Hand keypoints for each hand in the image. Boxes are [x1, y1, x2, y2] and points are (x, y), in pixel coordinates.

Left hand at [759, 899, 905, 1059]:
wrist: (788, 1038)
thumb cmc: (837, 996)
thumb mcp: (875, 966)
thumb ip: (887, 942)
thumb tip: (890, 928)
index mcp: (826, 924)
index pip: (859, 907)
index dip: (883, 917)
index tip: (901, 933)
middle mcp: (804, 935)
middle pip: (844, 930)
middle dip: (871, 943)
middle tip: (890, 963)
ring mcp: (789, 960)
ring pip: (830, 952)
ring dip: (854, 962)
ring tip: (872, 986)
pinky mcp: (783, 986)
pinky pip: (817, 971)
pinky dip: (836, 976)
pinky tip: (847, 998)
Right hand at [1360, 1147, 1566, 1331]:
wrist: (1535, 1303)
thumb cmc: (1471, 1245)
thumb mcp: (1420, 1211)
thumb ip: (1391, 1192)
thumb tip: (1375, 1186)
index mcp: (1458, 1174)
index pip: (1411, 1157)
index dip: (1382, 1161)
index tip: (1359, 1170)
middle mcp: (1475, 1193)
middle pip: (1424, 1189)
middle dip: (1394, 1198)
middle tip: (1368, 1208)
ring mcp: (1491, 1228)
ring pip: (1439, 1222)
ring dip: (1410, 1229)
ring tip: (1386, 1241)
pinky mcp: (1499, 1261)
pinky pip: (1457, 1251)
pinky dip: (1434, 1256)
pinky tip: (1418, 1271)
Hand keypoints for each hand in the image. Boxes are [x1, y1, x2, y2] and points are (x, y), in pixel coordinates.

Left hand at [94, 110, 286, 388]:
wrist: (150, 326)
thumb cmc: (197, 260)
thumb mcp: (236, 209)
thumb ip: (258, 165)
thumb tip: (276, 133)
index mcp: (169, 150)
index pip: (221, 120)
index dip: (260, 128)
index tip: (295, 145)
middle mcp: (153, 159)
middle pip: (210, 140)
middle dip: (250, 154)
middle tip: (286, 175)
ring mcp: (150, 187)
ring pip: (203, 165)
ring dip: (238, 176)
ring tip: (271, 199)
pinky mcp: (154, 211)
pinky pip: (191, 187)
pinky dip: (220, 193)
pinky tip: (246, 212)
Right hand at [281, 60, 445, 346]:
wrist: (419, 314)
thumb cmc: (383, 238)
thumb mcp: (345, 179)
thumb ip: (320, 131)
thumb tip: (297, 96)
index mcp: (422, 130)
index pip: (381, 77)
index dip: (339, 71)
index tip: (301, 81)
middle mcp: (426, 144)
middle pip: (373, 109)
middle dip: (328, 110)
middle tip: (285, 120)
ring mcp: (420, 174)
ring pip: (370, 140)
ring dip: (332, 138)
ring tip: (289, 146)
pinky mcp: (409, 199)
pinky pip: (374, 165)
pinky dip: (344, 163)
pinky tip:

◆ ◆ ◆ ◆ ◆

## DESCRIPTION OF THE TASK
Your answer must be the line containing "middle tip: (890, 963)" through the last line above, copied exactly, with nothing added.

## RESPONSE AREA
middle tip: (890, 963)
ring mcp: (789, 960)
ring pip: (830, 952)
ring dip: (854, 962)
ring tip: (872, 986)
pinky mcp: (783, 986)
pinky pip: (817, 971)
pinky dip: (836, 976)
pinky tip: (847, 998)
Right hand at [1360, 1147, 1566, 1331]:
wrist: (1535, 1303)
thumb cmc: (1471, 1245)
thumb mcp: (1420, 1211)
thumb ip: (1391, 1192)
thumb tip: (1375, 1186)
index mcp: (1458, 1174)
index pip: (1411, 1157)
index dip: (1382, 1161)
index tip: (1359, 1170)
middle mcp: (1475, 1193)
middle pip: (1424, 1189)
middle dip: (1394, 1198)
middle tip: (1368, 1208)
ring mcp: (1491, 1228)
ring pip: (1439, 1222)
ring dip: (1410, 1229)
ring tip: (1386, 1241)
pinky mcp: (1499, 1261)
pinky pip: (1457, 1251)
pinky dip: (1434, 1256)
pinky tip: (1418, 1271)
Hand keypoints for each hand in the image. Boxes are [x1, y1, x2, y2] and points are (x, y), in pixel coordinates.

Left hand at [94, 110, 286, 388]:
wrist: (150, 326)
thumb cmc: (197, 260)
thumb mcp: (236, 209)
thumb ip: (258, 165)
thumb tip: (276, 133)
index mcp: (169, 150)
index pip: (221, 120)
index dip: (260, 128)
index tip: (295, 145)
middle mcp: (153, 159)
middle pip: (210, 140)
middle dip: (250, 154)
middle tip: (286, 175)
ring mcp: (150, 187)
ring pip: (203, 165)
ring dip: (238, 176)
ring tip: (271, 199)
pinky mcp: (154, 211)
pinky pip: (191, 187)
pinky dip: (220, 193)
pinky tip: (246, 212)
Right hand at [281, 60, 445, 346]:
wrist: (419, 314)
thumb cmc: (383, 238)
thumb mcp: (345, 179)
thumb ip: (320, 131)
thumb tip: (297, 96)
index mcp: (422, 130)
index pip: (381, 77)
index dip: (339, 71)
index tip: (301, 81)
middle mcp: (426, 144)
middle pip: (373, 109)
middle dip: (328, 110)
middle tip: (285, 120)
ring mcp: (420, 174)
ring pip: (370, 140)
ring dip: (332, 138)
ring tip: (289, 146)
pinky mcp: (409, 199)
pinky pip: (374, 165)
pinky dip: (344, 163)
pinky tip:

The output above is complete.